# Input data
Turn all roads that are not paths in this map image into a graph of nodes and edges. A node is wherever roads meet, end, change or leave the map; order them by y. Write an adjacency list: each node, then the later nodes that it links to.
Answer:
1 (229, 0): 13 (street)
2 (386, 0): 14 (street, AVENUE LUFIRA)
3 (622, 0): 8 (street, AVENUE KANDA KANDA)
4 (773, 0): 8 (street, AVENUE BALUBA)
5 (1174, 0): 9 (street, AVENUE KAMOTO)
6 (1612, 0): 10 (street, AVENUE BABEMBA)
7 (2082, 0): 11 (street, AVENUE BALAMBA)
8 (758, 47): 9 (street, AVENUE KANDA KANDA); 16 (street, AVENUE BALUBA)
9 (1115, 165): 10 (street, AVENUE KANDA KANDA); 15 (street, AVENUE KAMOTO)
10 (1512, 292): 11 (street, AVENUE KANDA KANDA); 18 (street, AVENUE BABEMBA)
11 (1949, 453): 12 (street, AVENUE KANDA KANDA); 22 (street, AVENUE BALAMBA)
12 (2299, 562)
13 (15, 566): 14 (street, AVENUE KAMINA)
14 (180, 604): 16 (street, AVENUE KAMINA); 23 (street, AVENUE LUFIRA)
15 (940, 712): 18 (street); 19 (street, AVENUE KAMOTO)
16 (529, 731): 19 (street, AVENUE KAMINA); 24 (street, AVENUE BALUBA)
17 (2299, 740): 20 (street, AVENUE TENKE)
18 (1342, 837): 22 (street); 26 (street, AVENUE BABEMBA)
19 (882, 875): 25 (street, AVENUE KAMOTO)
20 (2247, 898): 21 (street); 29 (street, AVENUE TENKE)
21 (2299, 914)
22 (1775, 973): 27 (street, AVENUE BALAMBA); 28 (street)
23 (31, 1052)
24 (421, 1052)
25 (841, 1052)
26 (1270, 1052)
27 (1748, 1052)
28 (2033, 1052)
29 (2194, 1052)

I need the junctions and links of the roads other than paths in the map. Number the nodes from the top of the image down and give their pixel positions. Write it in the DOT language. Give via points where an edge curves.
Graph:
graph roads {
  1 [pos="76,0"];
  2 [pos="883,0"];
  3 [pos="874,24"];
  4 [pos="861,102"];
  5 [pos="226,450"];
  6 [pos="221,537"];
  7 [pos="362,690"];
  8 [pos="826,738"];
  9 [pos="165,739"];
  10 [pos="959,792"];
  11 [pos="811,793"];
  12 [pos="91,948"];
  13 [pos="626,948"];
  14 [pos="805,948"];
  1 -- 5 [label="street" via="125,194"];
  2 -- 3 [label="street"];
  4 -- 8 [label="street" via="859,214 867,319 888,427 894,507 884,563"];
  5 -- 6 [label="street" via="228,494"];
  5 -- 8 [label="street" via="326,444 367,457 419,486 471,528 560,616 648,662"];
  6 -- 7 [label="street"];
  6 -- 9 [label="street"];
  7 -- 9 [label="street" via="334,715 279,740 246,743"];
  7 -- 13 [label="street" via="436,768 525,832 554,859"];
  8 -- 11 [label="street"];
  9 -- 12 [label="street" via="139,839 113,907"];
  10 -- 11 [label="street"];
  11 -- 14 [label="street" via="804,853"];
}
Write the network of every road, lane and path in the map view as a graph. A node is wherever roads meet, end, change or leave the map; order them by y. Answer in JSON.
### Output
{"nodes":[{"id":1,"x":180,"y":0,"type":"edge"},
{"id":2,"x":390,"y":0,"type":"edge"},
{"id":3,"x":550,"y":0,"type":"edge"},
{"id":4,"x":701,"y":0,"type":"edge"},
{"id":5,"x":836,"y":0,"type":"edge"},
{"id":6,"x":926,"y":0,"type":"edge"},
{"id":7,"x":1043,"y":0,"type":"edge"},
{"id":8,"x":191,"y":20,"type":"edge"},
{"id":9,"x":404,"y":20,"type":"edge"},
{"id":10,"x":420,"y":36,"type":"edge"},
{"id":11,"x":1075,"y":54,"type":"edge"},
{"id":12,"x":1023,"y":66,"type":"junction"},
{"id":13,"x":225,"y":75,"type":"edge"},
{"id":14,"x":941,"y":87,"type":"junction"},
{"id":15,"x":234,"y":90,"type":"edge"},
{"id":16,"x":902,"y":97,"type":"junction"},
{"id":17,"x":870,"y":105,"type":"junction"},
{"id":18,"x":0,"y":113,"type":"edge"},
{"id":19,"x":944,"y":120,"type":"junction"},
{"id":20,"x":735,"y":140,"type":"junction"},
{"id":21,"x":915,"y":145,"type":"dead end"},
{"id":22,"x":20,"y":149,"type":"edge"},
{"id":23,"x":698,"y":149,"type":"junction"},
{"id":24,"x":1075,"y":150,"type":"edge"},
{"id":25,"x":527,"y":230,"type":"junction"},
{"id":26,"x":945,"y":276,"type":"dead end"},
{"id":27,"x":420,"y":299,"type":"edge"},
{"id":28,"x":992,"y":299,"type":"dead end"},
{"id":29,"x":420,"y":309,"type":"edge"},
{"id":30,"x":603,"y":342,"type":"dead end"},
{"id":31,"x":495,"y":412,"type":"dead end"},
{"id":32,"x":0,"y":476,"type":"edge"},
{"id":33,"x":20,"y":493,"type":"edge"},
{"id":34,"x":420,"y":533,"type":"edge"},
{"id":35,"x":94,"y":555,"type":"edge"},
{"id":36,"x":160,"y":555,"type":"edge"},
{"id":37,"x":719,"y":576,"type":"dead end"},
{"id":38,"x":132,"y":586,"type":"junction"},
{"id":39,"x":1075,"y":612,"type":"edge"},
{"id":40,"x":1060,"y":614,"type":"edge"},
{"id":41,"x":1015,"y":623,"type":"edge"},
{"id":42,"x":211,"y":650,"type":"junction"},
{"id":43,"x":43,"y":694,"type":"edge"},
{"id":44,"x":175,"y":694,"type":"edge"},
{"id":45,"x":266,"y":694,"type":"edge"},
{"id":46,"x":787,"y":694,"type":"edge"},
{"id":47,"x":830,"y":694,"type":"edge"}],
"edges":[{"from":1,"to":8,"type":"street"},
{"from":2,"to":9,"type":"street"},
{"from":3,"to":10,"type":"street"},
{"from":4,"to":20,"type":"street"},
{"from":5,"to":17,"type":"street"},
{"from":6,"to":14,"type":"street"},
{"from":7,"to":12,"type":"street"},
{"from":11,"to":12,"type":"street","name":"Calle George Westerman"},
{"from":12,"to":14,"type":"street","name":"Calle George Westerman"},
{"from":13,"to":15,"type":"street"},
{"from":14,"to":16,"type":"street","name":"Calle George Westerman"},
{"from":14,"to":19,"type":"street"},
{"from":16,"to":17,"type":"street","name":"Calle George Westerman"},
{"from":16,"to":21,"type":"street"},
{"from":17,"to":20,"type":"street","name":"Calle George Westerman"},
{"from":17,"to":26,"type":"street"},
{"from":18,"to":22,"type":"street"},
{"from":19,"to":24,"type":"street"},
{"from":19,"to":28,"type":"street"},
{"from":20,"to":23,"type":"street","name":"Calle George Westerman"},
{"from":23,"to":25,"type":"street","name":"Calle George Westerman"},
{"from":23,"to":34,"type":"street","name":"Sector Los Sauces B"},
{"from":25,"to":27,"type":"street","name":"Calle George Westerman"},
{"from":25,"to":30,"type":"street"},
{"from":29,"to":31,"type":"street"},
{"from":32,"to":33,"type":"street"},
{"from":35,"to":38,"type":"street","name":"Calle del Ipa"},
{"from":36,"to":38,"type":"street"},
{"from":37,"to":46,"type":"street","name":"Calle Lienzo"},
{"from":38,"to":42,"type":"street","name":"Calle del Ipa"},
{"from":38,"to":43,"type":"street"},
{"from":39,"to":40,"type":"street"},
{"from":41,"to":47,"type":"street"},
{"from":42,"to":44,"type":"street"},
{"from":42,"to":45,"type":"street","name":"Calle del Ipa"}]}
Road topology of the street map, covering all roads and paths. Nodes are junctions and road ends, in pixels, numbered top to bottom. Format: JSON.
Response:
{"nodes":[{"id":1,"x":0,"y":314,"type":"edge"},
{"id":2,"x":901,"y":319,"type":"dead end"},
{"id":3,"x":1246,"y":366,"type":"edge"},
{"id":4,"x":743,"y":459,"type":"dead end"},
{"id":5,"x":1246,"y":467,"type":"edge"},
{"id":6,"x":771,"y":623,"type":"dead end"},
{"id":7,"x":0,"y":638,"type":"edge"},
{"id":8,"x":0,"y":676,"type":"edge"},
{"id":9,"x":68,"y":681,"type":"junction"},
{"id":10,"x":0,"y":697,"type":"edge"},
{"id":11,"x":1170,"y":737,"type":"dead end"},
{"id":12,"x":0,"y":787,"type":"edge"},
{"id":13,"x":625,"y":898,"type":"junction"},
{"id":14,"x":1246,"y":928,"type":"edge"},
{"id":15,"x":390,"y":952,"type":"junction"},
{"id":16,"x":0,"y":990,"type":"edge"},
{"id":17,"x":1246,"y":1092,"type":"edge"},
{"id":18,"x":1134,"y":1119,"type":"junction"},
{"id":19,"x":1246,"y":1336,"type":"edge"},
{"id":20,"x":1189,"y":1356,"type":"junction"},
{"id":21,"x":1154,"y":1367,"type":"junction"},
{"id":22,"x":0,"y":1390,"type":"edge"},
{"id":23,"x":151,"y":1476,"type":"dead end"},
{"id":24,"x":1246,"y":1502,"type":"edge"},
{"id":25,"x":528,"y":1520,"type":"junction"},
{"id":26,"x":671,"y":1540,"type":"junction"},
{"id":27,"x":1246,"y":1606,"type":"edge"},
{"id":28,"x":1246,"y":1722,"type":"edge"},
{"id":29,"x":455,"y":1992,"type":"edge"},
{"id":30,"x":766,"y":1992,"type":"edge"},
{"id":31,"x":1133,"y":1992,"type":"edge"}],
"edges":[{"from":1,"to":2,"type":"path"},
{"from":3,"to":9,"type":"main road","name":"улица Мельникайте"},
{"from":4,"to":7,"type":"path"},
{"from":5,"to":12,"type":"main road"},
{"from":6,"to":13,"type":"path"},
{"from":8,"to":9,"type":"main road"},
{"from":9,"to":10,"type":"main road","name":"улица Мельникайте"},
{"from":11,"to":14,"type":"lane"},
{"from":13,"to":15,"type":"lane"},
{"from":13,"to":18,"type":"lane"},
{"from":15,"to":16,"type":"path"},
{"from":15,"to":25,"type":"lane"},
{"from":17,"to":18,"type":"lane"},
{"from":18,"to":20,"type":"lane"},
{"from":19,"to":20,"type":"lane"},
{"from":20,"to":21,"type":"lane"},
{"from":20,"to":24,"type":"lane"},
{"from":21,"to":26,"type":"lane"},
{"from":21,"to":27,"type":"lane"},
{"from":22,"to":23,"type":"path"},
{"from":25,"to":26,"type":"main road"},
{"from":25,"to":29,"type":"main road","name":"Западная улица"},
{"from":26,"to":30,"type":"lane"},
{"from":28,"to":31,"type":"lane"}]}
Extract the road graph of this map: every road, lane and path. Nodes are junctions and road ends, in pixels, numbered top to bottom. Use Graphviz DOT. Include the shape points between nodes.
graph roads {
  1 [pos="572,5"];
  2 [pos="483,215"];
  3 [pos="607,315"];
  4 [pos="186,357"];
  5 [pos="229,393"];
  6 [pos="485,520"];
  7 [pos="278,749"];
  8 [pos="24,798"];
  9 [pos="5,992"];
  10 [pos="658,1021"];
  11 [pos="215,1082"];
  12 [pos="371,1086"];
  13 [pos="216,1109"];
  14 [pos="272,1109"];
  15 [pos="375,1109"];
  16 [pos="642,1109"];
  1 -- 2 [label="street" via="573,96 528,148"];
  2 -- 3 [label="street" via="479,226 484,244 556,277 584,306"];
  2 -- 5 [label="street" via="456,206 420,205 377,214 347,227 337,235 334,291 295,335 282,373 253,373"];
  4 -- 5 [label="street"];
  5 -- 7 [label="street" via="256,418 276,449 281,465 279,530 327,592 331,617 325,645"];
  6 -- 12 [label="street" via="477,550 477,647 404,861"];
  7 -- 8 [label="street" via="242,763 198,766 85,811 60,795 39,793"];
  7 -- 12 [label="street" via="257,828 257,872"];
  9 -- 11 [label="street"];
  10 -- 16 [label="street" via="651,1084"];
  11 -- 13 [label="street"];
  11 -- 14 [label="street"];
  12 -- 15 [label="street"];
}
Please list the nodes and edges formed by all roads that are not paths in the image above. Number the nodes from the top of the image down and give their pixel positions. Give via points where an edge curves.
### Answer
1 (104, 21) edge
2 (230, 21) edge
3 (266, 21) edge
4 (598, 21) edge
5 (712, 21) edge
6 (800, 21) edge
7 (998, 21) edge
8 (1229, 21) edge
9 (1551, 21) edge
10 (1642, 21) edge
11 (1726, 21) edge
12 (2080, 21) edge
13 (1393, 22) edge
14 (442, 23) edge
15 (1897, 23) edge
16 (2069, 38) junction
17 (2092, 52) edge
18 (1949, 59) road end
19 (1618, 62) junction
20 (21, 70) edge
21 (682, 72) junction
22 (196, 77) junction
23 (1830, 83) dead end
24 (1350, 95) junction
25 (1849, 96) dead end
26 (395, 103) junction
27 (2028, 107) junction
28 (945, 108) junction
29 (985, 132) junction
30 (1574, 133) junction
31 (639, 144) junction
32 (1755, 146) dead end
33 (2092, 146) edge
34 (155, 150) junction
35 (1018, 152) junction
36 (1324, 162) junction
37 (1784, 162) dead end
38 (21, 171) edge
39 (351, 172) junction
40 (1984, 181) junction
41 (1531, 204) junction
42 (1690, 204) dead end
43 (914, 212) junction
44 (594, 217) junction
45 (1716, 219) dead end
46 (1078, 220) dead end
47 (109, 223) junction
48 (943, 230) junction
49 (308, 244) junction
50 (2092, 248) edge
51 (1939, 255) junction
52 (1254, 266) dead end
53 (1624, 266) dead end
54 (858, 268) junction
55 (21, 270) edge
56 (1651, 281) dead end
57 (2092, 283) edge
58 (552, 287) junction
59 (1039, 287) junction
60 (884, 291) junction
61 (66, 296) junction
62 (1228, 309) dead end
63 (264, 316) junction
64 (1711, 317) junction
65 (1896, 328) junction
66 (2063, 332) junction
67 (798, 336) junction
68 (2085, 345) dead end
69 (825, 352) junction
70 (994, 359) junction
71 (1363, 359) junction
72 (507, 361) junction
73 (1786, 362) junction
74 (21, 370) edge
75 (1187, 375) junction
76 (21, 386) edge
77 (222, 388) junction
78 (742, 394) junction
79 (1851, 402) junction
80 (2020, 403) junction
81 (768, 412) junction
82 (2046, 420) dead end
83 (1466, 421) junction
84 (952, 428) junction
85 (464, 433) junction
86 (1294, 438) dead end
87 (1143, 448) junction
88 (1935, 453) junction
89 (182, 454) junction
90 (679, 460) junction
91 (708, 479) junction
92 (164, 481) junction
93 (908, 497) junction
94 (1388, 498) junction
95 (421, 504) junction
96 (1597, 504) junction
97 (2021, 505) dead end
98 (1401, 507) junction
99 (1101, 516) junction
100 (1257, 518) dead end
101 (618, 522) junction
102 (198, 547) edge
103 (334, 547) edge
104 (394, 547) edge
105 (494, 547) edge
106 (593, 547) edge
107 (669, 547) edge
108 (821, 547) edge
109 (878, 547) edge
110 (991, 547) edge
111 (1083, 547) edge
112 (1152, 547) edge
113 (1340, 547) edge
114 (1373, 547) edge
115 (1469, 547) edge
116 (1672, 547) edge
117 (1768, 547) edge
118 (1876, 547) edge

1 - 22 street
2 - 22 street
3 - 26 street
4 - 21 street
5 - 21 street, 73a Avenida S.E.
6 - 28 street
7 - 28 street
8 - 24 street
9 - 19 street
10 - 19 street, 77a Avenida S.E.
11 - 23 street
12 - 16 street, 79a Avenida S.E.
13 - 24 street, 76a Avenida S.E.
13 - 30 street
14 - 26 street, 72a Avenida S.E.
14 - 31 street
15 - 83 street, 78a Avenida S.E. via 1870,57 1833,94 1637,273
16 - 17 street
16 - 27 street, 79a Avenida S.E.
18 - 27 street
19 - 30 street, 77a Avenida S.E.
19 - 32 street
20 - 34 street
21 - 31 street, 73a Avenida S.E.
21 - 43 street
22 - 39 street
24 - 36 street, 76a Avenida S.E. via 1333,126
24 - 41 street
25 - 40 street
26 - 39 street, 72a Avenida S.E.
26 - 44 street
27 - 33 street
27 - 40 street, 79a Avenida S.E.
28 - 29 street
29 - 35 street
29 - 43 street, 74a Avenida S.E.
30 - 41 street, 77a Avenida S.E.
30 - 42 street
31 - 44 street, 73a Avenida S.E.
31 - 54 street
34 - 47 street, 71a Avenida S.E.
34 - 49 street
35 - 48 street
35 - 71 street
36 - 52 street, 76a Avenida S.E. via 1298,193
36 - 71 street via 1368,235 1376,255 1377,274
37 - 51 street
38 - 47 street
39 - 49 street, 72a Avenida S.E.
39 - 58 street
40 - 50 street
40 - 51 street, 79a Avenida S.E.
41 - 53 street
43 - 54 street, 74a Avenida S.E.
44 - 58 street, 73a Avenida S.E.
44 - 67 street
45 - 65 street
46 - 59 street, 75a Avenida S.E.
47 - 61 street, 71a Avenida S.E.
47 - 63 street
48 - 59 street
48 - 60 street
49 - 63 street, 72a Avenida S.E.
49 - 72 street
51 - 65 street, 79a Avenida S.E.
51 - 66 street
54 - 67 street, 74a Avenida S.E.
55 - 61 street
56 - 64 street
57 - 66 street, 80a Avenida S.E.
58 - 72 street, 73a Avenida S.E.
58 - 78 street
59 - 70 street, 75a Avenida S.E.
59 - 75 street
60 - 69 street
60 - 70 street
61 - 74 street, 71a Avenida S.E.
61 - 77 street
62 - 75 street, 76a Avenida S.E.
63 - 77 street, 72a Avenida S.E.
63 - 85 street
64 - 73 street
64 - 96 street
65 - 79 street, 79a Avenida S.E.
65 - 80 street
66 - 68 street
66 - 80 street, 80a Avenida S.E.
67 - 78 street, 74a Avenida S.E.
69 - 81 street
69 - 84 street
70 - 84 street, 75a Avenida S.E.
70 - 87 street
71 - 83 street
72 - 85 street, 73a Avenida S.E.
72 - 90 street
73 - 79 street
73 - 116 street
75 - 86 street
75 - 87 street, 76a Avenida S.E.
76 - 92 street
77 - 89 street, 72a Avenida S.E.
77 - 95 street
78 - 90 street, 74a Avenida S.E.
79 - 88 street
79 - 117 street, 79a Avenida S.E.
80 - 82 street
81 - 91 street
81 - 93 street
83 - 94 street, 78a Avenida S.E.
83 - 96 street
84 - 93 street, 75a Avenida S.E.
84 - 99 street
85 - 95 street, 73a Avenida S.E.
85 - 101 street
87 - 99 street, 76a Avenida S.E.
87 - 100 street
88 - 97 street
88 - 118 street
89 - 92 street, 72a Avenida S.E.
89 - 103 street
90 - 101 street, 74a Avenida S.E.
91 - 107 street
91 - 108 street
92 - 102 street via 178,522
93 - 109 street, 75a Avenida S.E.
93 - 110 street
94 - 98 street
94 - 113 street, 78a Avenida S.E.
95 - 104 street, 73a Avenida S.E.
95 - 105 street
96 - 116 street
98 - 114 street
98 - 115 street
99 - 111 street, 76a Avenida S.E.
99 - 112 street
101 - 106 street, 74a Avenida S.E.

# The task
From the data above, pick out each line containing "this" and copy it.

# Response to the task
Turn all roads that are not paths in this map image into a graph of nodes and edges. A node is wherever roads meet, end, change or leave the map; order them by y. Write an adjacency list: each node, then the later nodes that it links to.
Extract the road graph of this map: every road, lane and path. Nodes are junctions and road ends, in pixels, numbered top to bottom. Use Graphviz DOT. Include the shape points between nodes.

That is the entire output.